- [PROMPT]
Transcribe the records that follow exactly. Skip the pictures.

- [DATA]
☆ ☆ ☆ ☆
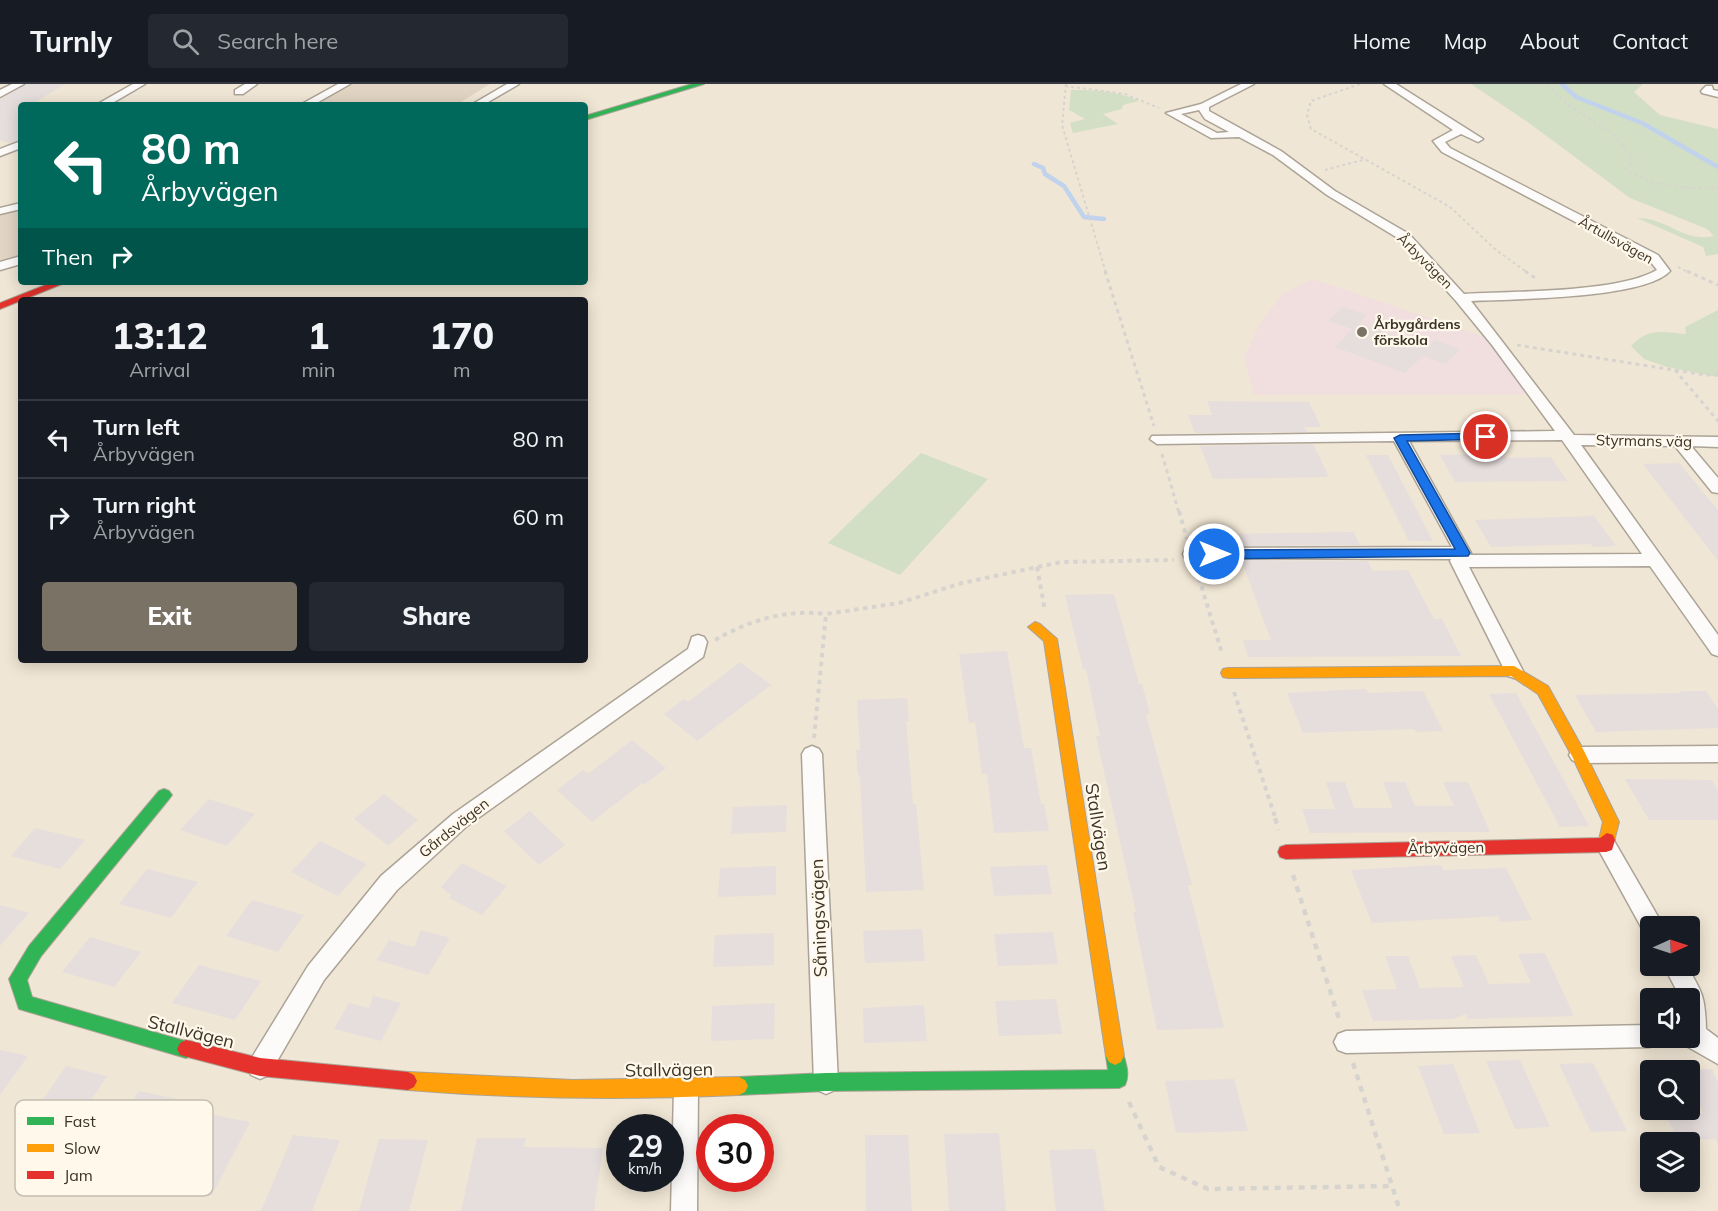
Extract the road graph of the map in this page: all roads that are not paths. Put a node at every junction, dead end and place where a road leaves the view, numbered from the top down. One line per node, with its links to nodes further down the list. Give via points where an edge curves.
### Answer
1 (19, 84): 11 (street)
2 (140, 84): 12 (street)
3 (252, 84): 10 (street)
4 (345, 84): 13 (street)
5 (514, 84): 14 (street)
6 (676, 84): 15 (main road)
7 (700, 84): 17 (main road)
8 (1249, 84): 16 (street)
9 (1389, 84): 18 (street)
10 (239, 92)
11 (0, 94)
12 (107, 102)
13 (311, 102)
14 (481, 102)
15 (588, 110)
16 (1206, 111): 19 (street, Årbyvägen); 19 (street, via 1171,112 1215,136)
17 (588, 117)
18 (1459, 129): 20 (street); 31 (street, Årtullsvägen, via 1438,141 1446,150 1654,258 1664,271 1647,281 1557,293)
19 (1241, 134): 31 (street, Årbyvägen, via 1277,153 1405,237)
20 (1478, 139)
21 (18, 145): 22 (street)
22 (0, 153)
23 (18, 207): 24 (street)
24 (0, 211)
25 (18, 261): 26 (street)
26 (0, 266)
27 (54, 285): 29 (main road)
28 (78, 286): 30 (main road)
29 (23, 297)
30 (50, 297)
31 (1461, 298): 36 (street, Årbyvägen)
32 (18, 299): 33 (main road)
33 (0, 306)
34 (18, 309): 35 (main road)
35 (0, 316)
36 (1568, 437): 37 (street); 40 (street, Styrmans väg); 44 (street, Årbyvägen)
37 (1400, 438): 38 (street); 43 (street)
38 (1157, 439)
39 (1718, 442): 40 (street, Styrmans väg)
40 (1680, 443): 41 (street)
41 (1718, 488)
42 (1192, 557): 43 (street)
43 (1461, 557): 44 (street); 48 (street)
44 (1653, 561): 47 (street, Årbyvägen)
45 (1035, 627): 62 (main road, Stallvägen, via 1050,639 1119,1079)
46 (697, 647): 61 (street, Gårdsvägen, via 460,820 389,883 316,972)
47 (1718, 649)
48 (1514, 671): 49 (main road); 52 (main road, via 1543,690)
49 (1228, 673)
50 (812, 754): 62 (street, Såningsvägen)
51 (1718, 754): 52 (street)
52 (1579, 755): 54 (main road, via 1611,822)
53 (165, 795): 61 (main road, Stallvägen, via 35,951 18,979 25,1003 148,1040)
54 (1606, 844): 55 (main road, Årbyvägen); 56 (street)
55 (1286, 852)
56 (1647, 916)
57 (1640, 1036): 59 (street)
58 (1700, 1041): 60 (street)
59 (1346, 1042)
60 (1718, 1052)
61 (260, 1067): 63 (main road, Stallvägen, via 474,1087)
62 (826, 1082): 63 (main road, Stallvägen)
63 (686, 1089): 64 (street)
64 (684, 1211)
☆ ☆ ☆ ☆
- [SOLUTION]
Extract the road graph of the map in this page: all roads that are not paths. Put a node at every junction, dead end and place where a road leaves the view, numbered from the top down. One line per node, with its links to nodes further down the list. Give via points where an edge curves.
### Answer
1 (19, 84): 11 (street)
2 (140, 84): 12 (street)
3 (252, 84): 10 (street)
4 (345, 84): 13 (street)
5 (514, 84): 14 (street)
6 (676, 84): 15 (main road)
7 (700, 84): 17 (main road)
8 (1249, 84): 16 (street)
9 (1389, 84): 18 (street)
10 (239, 92)
11 (0, 94)
12 (107, 102)
13 (311, 102)
14 (481, 102)
15 (588, 110)
16 (1206, 111): 19 (street, Årbyvägen); 19 (street, via 1171,112 1215,136)
17 (588, 117)
18 (1459, 129): 20 (street); 31 (street, Årtullsvägen, via 1438,141 1446,150 1654,258 1664,271 1647,281 1557,293)
19 (1241, 134): 31 (street, Årbyvägen, via 1277,153 1405,237)
20 (1478, 139)
21 (18, 145): 22 (street)
22 (0, 153)
23 (18, 207): 24 (street)
24 (0, 211)
25 (18, 261): 26 (street)
26 (0, 266)
27 (54, 285): 29 (main road)
28 (78, 286): 30 (main road)
29 (23, 297)
30 (50, 297)
31 (1461, 298): 36 (street, Årbyvägen)
32 (18, 299): 33 (main road)
33 (0, 306)
34 (18, 309): 35 (main road)
35 (0, 316)
36 (1568, 437): 37 (street); 40 (street, Styrmans väg); 44 (street, Årbyvägen)
37 (1400, 438): 38 (street); 43 (street)
38 (1157, 439)
39 (1718, 442): 40 (street, Styrmans väg)
40 (1680, 443): 41 (street)
41 (1718, 488)
42 (1192, 557): 43 (street)
43 (1461, 557): 44 (street); 48 (street)
44 (1653, 561): 47 (street, Årbyvägen)
45 (1035, 627): 62 (main road, Stallvägen, via 1050,639 1119,1079)
46 (697, 647): 61 (street, Gårdsvägen, via 460,820 389,883 316,972)
47 (1718, 649)
48 (1514, 671): 49 (main road); 52 (main road, via 1543,690)
49 (1228, 673)
50 (812, 754): 62 (street, Såningsvägen)
51 (1718, 754): 52 (street)
52 (1579, 755): 54 (main road, via 1611,822)
53 (165, 795): 61 (main road, Stallvägen, via 35,951 18,979 25,1003 148,1040)
54 (1606, 844): 55 (main road, Årbyvägen); 56 (street)
55 (1286, 852)
56 (1647, 916)
57 (1640, 1036): 59 (street)
58 (1700, 1041): 60 (street)
59 (1346, 1042)
60 (1718, 1052)
61 (260, 1067): 63 (main road, Stallvägen, via 474,1087)
62 (826, 1082): 63 (main road, Stallvägen)
63 (686, 1089): 64 (street)
64 (684, 1211)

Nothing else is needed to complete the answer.